Lag with deltaTime - performance

I'm a newbie game developer and I'm having an issue I'm trying to deal with. I am working in a game for Android using JAVA.
The case is I'm using deltaTime to have smooth movements and so on in any devices, but I came across with a problem. In a specific moment of the game, it realizes a quite expensive operation which increments the deltaTime for the next iteration. With this, this next iteration lags a bit and in old slow devices can be really bad.
To fix this, I have thought in a solution I would like to share with you and have a bit of feedback about what could happen with this. The algorythm is the following:
1) Every iteration, the deltatime is added to an "average deltatime variable" which keeps an average of all the iterations
2) If in an iteration the deltaTime is at least twice the value of the "average variable", then I reasign its value to the average
With this the game will adapt to the actual performance of the device and will not lag in a concret iteration.
What do you think? I just made it up, I suppose more people came across with this and there is another better solution... need tips! Thanks

There is a much simpler and accurate method than storing averages. I dont believe your proposal will ever get you the results that you want.
Take the total span of time (including fraction) since the previous frame began - this is your
delta time. It is often milliseconds or seconds.
Multiply your move speed by delta time before you apply
it.
This gives you frame rate independence. You will want to experiment until your speeds are correct.
Lets consider the example from my comment above:
If you have one frame that takes 1ms, and object that moves 10 units
per frame is moving at a speed of 10 units per millisecond. However, if
a frame takes 10ms, your object slows to 1 unit per millisecond.
In the first frame, we multiply the speed (10) by 1 (the delta time). This gives us a speed of 10.
In the second frame, our delta is 10 - the frame was ten times slower. If we multiply our speed (10) by the delta (10) we get 100. This is the same speed as object was moving in the 1ms frame.
We now have consistent movement speeds in our game, regardless of how often the screen updates.
EDIT:
In response to your comments.
A faster computer is the answer ;) There is no easy fix for framerate consistency and it can manifest itself in a variety of ways - screen tearing being the grimmest dilemma.
What are you doing in the frames with wildly inconsistent deltas? Consider optimizing that code. The following operations can really kill your framerate:
AI routines like Pathing
IO operations like disk/network access
Generation of procedural resources
Physics!
Anything else that isn't rendering code...
These will all cause the delta to increase by X, depending on the order of the algorithms and quantity of data being processed. Consider performing these long running operations in a separate thread and act on/display the results when they are ready.
More edits:
What you are effectively doing in your solution is slowing everything back down to avoid the jump in on screen position, regardless of the game rules.
Consider a shooter, where reflexes are everything and estimation of velocity is hugely important. What happens if the frame rate doubles and you halve the rotation speed of the player for a frame? Now the player has experienced a spike in frame rate AND their cross-hair moved slower than they thought. Worse, because you are using a running average, subsequent frames will have their movement slowed.
This seems like quite a knock on effect for one slow frame. If you had a physics engine, that slow frame may even have a very real impact on the game world.
Final thought: the idea of the delta time is to disconnect the game rules from the hardware you are running on - your solution reconnects them

Related

What is the difference between FPS and UPS and should I keep track of UPS on my game loop?

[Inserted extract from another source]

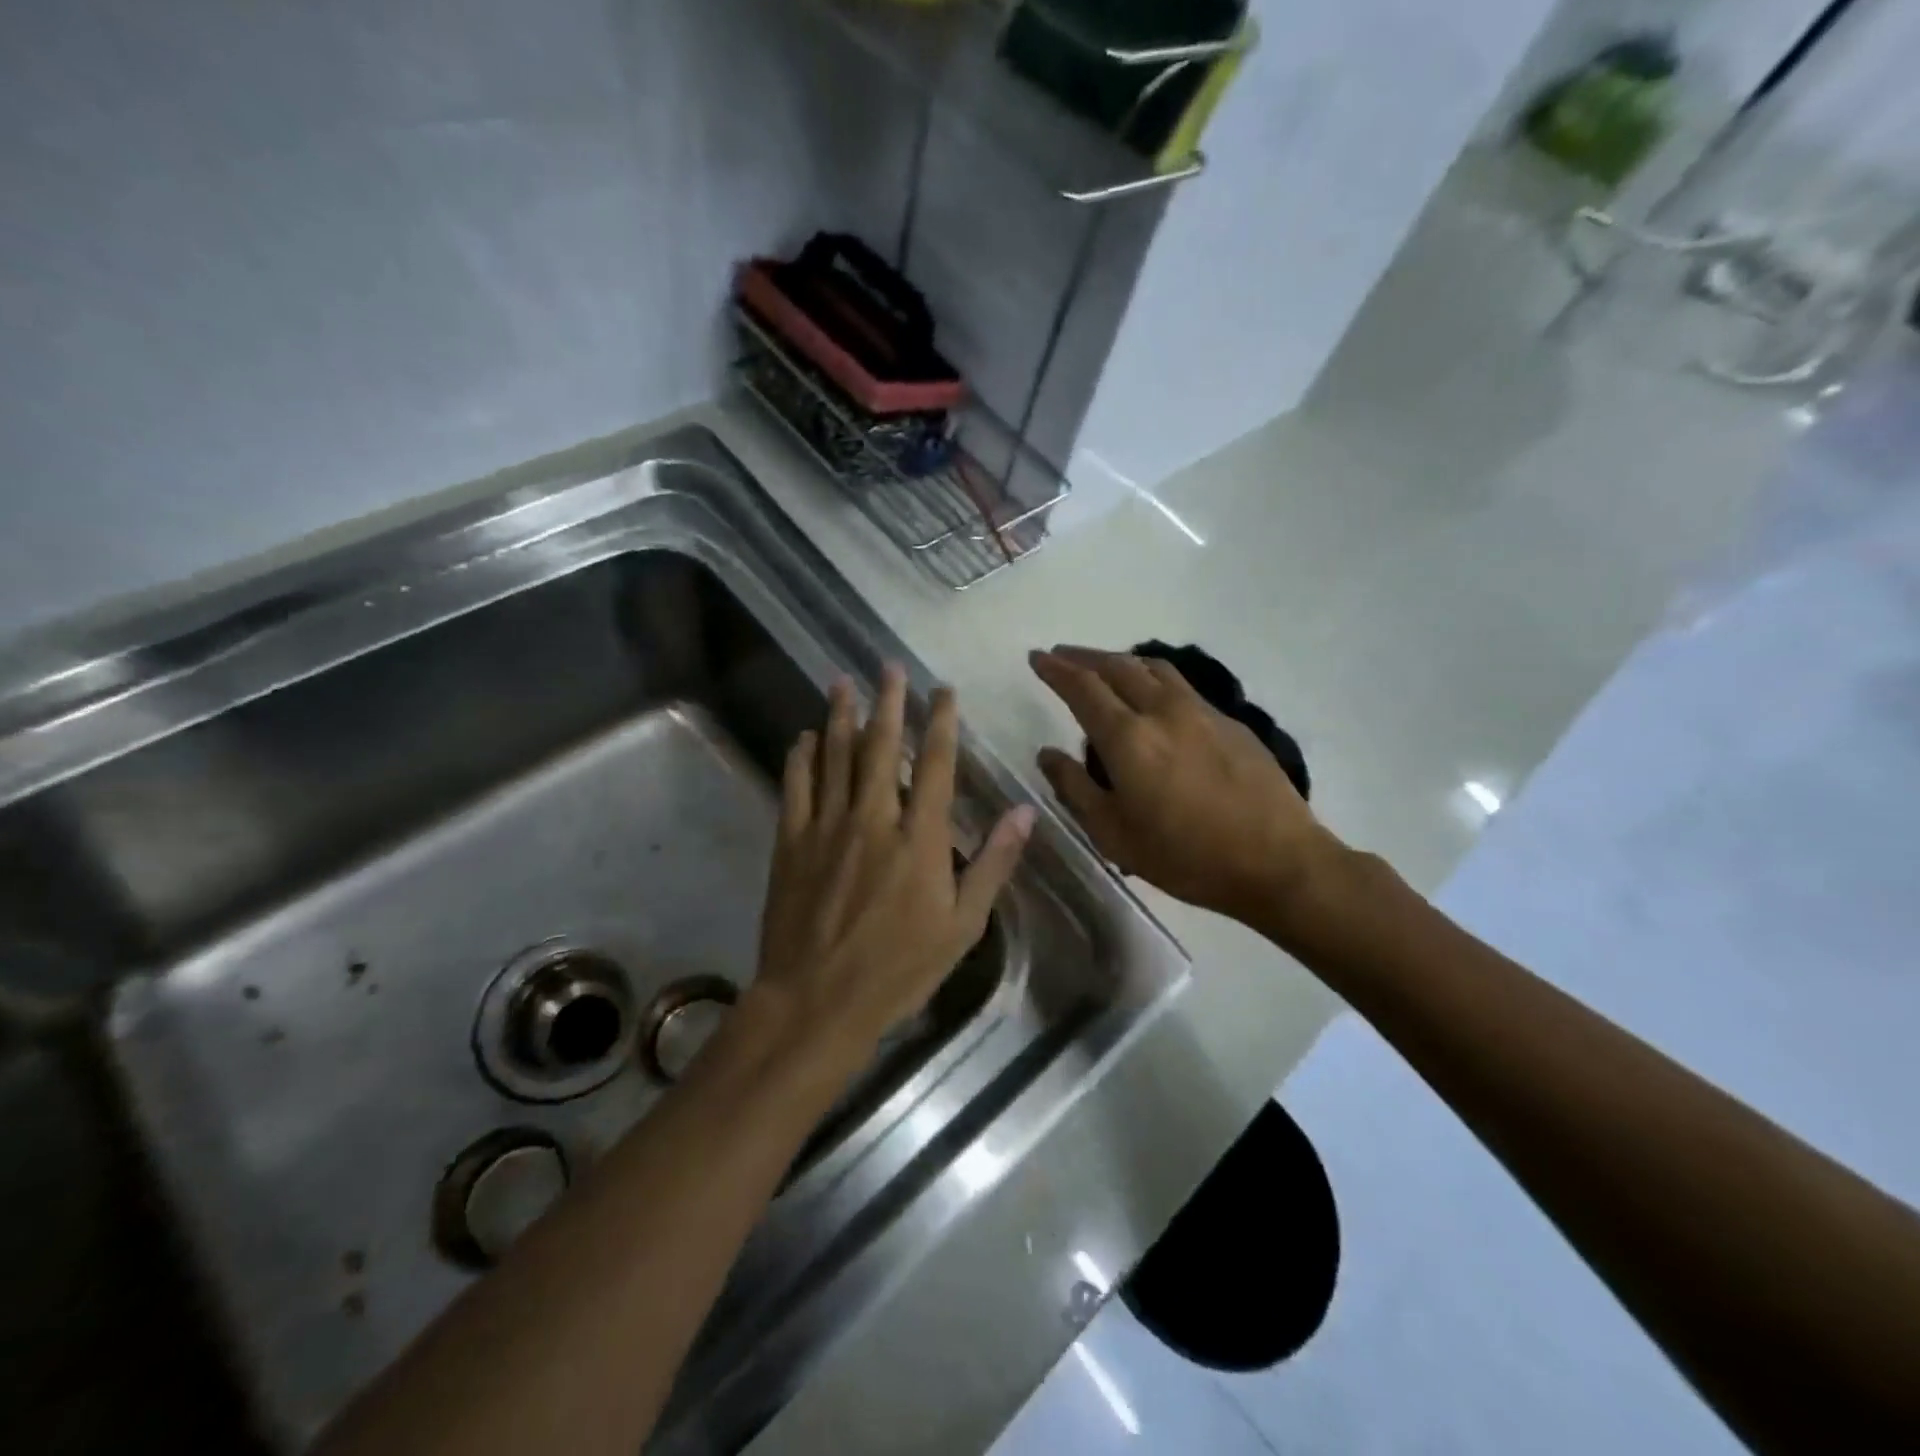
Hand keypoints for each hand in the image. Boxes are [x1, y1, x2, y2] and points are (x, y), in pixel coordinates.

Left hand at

I was searching for ways to improve my game looping and how to implement more performance options to the players when I found the term UPS. I know it means updates per seconds, but how it affects performance? And should I worry about it?
Let's assume you have an extremely simple game with a single thread and a basic loop, like "while(running) { get_input(); update_world_state(); update_video(); }". In this case you end up with "UPS = FPS" (and no reason to track UPS separately from FPS); and if the GPU is struggling to keep up the entire game slows down (e.g. if you're getting 15 frames per second, then things that have nothing to do with graphics might take 4 times longer than they should, even when you have 8 CPUs doing nothing while waiting for GPU to finish).
For one alternative, what if you had 2 threads, where one thread does "while(running) { get_input(); update_world_state(); }" and the other thread does "while(running) { update_video(); }"? In this case there's no reason to expect UPS to have anything to do with FPS. The problem here is that most games aren't smart enough to handle variable timing, so you'd end up with something more like "while(running) { get_input(); update_world_state(); wait_until_next_update_starts(); }" to make sure that the game can't run too fast (e.g. cars that are supposed to be moving at a speed of 20 Km per hour moving at 200 Km per hour because update_world_state() is being called too often). Depending on things and stuff, you might get 60 UPS (regardless of what FPS is); but if the CPU can't keep up the game can/will still slow down and you might get 20 UPS (regardless of what FPS is). Of course there's no point updating the video if the world state hasn't changed; so you'd want the graphics loop to be more like "while(running) { wait_for_world_state_update(); update_video(); }", where wait_for_world_state_update() makes sure FPS <= UPS (and where wait_for_world_state_update() returns immediately without any delay when UPS is keeping up).
The next step beyond this is "tickless". In this case you might have one high priority thread monitoring user input and assigning timestamps to input events (e.g. "at time = 12356 the user fired their main weapon") and storing them in a list. Then you might have a second (lower priority, to avoid messing up the accuracy of the user input timestamps) thread with a main loop like "while(running) { next_frame_time = estimate_when__next_frame_will_actually_be_visible(); update_world_state_until(next_frame_time); update_video(); }", where update_world_state_until() uses a whole pile of maths to predict what the game state will be at a specific point in time (and consumes the list of stored user input events while taking their timestamps into account). In this case UPS doesn't really make any sense (you'd only care about FPS). This is also much more complicated (due to the maths involved in calculating the world state at any point in time); but the end result is like having "infinite UPS" without the overhead of updating the world state more than once per frame; and it allows you to hide any graphics latency (e.g. things seen 16.66 ms later than they should); which makes it significantly better than other options (much smoother, significantly less likely for performance problems to cause simulation speed variations, etc).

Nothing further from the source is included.